Condensation is the most common type of damp and is also the easiest to fix. It can often be solved cheaply and quickly, and sometimes without the need for professional help. Condensation can be treated by reducing air humidity or keeping surfaces above dew point temperature. Humidity is reduced by cutting the amount of moisture available or increasing ventilation by opening windows, etc. Tumble dryers should be vented to the outside if not of the condenser type, and clothes drying indoors is best avoided.

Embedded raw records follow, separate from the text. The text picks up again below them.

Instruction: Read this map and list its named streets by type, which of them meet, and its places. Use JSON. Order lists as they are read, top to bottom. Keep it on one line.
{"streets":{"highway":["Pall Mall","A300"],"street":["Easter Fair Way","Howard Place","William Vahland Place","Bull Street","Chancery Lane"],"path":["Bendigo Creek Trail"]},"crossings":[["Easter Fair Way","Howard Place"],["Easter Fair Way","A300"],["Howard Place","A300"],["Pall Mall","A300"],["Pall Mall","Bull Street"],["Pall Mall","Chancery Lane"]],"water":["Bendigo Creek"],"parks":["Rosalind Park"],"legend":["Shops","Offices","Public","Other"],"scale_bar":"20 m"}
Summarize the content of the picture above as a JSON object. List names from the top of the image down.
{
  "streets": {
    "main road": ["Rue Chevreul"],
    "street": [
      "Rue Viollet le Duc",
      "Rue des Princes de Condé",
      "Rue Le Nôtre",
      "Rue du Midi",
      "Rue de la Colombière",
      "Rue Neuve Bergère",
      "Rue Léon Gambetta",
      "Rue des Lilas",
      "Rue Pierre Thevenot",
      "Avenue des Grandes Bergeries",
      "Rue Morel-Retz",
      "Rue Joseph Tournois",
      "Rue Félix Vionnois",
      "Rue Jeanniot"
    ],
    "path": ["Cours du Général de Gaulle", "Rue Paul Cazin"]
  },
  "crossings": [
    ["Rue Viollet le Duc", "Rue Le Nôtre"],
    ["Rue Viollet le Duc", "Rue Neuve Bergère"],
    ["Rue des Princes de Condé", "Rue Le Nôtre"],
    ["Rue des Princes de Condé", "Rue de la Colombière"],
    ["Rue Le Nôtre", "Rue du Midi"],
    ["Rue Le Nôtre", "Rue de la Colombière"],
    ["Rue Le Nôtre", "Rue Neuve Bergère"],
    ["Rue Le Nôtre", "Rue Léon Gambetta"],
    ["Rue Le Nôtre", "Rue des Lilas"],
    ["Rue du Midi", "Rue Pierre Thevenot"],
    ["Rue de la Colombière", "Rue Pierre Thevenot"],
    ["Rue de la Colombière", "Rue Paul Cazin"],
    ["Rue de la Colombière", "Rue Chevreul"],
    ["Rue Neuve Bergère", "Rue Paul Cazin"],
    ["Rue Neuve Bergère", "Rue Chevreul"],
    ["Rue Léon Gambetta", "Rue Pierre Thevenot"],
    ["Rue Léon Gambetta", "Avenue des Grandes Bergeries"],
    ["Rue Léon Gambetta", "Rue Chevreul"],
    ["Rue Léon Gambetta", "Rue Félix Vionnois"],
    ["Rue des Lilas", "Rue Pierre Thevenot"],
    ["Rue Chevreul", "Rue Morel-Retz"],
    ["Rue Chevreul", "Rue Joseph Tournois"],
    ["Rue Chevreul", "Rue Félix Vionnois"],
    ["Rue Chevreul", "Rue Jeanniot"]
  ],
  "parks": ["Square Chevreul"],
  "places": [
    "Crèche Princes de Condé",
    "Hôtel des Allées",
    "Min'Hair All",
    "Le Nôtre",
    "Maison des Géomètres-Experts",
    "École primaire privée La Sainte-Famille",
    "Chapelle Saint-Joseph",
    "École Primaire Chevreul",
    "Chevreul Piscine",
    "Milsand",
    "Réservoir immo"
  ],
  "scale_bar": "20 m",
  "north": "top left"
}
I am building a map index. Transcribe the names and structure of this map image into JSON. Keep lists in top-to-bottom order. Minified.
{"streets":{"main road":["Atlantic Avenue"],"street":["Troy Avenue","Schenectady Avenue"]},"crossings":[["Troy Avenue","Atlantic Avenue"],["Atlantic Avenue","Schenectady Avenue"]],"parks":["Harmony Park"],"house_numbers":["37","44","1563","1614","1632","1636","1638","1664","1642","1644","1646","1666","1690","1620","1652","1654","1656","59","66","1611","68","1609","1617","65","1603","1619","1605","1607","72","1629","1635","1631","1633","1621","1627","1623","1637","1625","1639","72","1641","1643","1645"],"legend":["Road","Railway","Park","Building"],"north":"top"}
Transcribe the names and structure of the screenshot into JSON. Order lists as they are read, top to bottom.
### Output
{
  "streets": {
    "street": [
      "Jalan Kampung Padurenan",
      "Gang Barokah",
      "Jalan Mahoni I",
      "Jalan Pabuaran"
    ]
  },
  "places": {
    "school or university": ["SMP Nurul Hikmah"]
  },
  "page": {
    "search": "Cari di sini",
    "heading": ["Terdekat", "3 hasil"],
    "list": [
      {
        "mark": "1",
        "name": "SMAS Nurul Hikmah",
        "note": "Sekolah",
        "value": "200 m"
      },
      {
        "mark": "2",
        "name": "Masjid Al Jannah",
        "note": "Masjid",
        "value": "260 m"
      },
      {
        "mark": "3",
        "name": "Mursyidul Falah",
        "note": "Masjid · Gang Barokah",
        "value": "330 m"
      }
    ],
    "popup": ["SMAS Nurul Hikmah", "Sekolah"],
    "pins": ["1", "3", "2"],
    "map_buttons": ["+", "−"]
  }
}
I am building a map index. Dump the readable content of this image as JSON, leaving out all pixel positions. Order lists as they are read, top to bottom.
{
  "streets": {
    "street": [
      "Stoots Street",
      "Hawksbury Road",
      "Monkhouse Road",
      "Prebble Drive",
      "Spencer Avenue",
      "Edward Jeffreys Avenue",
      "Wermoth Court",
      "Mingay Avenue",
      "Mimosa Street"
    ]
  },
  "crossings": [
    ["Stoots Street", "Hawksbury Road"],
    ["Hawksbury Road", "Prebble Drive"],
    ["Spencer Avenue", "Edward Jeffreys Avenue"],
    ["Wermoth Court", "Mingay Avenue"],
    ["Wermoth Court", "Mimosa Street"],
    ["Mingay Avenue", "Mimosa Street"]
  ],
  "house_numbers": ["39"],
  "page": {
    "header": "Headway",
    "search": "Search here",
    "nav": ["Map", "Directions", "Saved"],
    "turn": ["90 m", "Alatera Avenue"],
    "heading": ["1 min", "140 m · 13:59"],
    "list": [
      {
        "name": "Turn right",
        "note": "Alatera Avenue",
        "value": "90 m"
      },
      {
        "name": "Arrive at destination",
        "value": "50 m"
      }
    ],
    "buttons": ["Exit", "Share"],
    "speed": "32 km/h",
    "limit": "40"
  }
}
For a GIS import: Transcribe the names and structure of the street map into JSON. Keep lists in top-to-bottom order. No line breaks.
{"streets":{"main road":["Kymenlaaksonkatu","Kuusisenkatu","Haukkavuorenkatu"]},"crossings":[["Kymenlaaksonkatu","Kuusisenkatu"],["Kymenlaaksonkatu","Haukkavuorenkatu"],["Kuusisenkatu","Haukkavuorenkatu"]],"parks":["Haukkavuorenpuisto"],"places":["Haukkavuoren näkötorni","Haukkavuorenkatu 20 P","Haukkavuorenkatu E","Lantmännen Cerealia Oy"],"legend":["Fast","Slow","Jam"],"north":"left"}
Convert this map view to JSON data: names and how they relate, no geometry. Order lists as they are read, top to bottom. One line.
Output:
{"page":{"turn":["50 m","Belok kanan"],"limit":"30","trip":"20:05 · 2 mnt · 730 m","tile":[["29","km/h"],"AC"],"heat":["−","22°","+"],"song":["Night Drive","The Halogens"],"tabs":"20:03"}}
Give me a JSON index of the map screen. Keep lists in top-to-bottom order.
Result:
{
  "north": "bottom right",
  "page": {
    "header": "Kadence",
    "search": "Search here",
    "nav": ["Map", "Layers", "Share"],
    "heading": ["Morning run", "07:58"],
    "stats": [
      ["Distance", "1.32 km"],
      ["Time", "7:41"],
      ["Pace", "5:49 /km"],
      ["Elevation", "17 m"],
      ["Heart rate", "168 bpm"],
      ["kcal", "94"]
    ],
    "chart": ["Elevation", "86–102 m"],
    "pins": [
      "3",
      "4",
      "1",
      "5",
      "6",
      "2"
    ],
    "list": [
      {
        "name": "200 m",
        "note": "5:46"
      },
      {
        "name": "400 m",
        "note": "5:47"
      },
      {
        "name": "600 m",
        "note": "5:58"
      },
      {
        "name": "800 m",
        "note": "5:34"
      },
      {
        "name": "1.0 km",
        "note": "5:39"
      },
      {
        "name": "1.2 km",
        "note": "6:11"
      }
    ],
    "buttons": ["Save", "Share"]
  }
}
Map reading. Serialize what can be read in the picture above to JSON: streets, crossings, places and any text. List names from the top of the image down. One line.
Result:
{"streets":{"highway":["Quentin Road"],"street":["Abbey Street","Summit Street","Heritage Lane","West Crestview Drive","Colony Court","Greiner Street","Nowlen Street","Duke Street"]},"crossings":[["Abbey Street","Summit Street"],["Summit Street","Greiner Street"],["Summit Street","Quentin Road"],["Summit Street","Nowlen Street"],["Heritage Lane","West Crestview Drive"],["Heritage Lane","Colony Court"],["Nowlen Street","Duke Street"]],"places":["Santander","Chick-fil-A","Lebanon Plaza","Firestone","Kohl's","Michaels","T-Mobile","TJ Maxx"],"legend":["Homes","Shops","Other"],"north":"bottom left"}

Penetrating damp is caused by water leaking through walls. It tends to happen as a result of structural problems, such as faulty guttering or roofing, or cracks in external walls. Penetrating damp can be caused by water leaking from gutters and downpipes on the outside of your home, so examine them for cracks. Fixing them could solve the problem.

A Dry House; A Happy You

The heat loss of a building has a significant effect of the Energy Assessment and performance of a building, this is reflected in the Energy Performance Certificate that a building is rated with. In fact, only using the heating when you need it is actually better for your bank account overall, as you’re saving energy. Your home is constantly losing heat and energy to the world outside, so when you keep the heating on all day, you’re losing energy all day too. If you only heat your house when necessary, then you’re losing the minimal amount of heat. You’re not likely to need your heating on when your curled up under a duvet while your sleeping, or when you know you’re going to be out of the house. Try timing your heating so that it’s warm when you wake up or come home. In fact not heating your house through the winter or colder months can cause real issues for buildings, especially if it has been heated previously, flooded or has a lack of ventilation or has damp problems. When the temperature drops, cold air outdoors, can increase the problems with condensation in the home. That could mean damp walls as water vapour condenses on them, which will not only increase heat loss, but could also cause structural or cosmetic damage that will have a cost attached to them.The weather in the UK maybe not extreme but it is cold and wet rather than what other northern regions experience of cold and dry. There is no place like home and feeling cold in your castle is made even worse by rain on the outside and damp on the inside. Condensation which can actually be really problematic and have health effects. It is caused by excessive moisture and differing temperatures between the outside and in. Mould needs good humidity to thrive and storing open containers of fluids in rooms with heating on will cause higher then normal moisture from evaporation. Black mould growth and mould problems are something that is found in excessively damp homes and needs to be eradicated for the occupants to remain healthy. One of the best solutions to condensation is to heat up your home. Central heating is a perfect way to heat your home and stop fluctuating temperatures that cause condensation.